The temperature at one inch below the surface, two inches below the surface, and three inches below the surface won't be the same. Duh, you say! That may be so, but it's a big deal to a seed that's waiting to germinate. And it's a much bigger deal if temperatures are relatively warm or cool.
Part of the intent of the Indiana Prairie Farmer/Precision Planting study conducted at the Throckmorton Research Center near Romney, a Purdue University farm, was to determine if there were differences in how corn germinated if planted at 1 inch, two inches, and three inches deep. The logical way to explain those differences, if there were any, was by getting soil temperature recordings at those depths. It only stands to reason that if soil temperature is higher or lower, it will affect germination.
So Spectrum Technologies, Plainfield, Ill., assisted with making automatic weather recording tools available that could record the temperature of t soil at one, two and three inches. These recorders take automatic measurements. The data can then be downloaded into a computer for comparison purposes.
"They worked and collected data, and what we saw was interesting," says Jeff Phillips, Extension ag educator, Tippecanoe County. Phillips has spent 18 years there, doing numerous tests both at Throckmorton and on local farms while there. He also worked in the Purdue Agronomy department as an assistant before taking the Extension position. The bottom line is that he understands research, and how to do it properly.

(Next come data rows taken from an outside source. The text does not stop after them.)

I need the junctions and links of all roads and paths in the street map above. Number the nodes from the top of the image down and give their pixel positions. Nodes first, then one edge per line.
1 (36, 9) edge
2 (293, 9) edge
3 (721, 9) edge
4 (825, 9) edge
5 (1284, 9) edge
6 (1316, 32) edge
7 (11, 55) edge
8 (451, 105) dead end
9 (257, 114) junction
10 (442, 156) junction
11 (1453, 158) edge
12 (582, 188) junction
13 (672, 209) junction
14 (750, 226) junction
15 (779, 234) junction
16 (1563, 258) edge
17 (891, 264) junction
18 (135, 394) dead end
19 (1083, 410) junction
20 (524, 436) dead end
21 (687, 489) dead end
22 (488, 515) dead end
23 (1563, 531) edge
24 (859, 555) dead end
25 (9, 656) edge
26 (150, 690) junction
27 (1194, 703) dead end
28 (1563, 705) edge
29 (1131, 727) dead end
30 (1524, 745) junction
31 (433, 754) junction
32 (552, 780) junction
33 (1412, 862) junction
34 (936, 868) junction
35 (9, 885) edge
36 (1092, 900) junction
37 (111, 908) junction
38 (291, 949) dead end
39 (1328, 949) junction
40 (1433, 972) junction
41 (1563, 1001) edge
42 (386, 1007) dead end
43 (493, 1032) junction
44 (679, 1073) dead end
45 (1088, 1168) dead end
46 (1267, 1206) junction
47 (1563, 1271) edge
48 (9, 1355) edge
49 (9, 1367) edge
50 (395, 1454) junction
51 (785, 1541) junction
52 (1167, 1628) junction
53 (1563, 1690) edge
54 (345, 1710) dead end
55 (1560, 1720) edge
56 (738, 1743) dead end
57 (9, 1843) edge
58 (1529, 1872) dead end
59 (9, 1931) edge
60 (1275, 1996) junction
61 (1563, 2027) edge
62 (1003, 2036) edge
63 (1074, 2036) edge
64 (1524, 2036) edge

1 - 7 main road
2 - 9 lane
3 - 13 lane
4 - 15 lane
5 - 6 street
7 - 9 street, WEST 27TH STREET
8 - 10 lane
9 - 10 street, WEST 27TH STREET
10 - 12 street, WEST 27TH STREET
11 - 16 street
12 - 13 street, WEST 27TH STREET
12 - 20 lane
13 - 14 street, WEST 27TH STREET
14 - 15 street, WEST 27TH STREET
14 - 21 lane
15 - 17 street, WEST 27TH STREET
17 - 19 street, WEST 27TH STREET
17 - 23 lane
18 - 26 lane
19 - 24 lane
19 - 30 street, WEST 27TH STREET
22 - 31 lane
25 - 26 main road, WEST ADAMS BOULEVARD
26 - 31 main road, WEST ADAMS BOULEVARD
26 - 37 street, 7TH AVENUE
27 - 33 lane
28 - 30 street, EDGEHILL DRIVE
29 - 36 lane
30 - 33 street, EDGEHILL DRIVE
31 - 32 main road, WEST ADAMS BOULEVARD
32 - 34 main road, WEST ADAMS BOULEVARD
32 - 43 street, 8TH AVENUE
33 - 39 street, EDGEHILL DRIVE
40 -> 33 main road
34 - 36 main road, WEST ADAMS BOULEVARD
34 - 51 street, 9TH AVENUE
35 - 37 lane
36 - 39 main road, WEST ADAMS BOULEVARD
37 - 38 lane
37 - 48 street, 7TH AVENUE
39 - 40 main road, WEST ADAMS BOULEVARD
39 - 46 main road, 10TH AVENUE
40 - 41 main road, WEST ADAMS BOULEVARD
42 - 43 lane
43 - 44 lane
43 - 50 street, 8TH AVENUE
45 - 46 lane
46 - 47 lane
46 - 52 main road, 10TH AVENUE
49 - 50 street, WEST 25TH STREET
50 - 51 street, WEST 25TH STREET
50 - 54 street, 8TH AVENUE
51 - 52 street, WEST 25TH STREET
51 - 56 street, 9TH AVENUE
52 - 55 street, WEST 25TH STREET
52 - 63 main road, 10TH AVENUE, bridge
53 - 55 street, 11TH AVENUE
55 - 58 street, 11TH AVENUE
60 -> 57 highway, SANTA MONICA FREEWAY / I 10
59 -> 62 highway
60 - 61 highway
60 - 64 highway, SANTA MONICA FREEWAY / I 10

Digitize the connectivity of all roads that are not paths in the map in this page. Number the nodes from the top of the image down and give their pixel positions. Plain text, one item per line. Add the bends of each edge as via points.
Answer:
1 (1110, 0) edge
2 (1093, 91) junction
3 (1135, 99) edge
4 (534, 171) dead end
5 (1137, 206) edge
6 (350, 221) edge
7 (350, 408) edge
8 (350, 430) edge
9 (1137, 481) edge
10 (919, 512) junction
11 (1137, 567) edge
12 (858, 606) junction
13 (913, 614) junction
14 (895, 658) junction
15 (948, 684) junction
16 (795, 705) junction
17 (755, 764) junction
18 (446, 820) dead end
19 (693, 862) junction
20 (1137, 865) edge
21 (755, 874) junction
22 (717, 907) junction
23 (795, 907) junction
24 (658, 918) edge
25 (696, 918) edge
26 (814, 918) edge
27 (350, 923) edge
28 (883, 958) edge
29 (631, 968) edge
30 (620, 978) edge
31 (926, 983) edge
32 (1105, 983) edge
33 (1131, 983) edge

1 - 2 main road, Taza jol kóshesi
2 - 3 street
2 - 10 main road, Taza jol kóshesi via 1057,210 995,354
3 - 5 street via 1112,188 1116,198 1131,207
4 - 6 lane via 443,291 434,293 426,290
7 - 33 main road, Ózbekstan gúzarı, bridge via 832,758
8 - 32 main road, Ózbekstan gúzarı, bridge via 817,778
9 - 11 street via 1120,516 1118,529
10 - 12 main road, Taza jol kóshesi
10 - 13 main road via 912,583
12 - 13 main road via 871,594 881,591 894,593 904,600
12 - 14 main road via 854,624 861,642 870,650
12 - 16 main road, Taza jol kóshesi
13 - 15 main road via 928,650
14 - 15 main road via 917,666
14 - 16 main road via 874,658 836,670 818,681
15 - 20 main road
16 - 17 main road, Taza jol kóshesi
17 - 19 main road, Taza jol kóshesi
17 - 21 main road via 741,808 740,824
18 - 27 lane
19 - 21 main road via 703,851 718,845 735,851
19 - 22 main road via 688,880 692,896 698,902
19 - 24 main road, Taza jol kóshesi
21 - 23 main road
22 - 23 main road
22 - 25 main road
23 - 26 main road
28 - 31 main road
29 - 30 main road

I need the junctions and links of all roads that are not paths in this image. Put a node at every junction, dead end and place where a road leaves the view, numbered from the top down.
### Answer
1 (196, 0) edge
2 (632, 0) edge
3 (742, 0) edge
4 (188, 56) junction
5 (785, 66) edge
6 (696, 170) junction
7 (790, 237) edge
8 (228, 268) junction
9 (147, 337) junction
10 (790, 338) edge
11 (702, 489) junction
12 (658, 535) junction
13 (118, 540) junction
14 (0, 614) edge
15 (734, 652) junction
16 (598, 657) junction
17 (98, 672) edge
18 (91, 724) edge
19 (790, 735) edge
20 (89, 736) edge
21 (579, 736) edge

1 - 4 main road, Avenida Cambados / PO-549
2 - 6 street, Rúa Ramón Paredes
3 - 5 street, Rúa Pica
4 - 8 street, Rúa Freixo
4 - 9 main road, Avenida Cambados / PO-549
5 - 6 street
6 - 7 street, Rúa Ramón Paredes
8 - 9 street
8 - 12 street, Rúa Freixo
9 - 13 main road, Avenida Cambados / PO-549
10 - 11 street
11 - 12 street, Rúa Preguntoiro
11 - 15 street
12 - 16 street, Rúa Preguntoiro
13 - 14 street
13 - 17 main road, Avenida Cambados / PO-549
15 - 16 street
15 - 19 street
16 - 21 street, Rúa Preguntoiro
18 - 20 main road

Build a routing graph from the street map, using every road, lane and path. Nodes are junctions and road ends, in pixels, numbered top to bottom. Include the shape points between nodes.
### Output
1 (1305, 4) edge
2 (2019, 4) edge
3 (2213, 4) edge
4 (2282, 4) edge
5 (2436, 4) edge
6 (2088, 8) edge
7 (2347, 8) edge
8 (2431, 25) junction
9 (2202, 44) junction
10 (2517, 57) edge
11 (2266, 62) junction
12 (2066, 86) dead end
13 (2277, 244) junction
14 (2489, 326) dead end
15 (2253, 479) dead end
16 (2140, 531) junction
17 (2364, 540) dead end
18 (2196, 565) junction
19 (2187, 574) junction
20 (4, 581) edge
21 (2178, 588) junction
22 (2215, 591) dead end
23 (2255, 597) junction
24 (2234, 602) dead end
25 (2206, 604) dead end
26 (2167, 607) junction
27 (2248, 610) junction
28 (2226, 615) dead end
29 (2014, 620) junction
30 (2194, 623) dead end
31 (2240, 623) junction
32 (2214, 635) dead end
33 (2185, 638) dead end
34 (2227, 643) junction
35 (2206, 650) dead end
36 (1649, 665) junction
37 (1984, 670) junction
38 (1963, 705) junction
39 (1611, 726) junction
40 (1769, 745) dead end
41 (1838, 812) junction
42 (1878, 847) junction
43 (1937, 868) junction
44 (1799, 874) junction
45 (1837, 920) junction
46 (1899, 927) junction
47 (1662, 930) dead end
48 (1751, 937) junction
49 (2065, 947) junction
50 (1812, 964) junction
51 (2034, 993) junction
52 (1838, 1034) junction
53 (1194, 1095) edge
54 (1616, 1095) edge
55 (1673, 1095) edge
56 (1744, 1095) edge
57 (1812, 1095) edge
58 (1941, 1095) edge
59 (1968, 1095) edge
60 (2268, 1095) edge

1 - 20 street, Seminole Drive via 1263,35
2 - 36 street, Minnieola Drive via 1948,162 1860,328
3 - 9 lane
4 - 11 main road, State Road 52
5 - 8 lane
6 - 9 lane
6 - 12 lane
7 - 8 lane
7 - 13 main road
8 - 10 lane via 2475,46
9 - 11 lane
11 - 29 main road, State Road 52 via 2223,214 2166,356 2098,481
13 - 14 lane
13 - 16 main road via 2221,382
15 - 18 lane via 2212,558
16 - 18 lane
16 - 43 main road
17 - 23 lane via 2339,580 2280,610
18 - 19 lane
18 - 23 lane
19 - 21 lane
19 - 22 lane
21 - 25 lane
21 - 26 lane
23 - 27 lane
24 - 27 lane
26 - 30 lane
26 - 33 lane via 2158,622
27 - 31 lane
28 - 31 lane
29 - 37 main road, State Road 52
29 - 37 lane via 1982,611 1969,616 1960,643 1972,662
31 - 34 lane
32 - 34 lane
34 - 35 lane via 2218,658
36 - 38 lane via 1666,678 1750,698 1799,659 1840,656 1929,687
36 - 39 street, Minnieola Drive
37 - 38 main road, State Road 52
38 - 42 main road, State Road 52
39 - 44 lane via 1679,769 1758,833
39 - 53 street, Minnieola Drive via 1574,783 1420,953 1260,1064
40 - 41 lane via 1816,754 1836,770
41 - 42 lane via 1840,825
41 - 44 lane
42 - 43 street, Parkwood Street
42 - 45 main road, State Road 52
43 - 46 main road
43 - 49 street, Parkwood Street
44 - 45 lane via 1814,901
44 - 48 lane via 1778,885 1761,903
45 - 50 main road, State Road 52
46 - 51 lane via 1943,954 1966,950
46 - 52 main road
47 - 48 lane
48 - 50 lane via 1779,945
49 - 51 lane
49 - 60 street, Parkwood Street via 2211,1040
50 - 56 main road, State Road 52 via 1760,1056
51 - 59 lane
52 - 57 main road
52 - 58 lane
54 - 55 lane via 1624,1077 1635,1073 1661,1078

The problem this year was that the corn wasn't planted until May 27. Having missed the early window, a three-week wet spell at the farm pushed planting date back. Despite that, yields as high as 240 bushels per acre were recorded in the trial.
On the flip side, however, soils were warm, even at the deeper depths, when corn went into the ground. "We saw a difference, probably about to the level you would expect to find between the depths," Phillips says. "The trouble is all depths were warm, ranging form 75 degrees F at three inches deep to 80 degrees at one inch deep.
"When temperatures are that warm, you aren't going to see any difference in emergence just due to temperature. Moisture may factor in, but not temperature. Even the lowest, 75 degrees, is certainly low enough for corn to germinate."
What Phillips hopes is that they can repeat the same trial next year, and use the weather records. Planted a month earlier, if temperatures in the soil are in the 50's or low 60's, temperature alone could effect emergence. That's when having tools to record temperature will be a real plus, he concludes.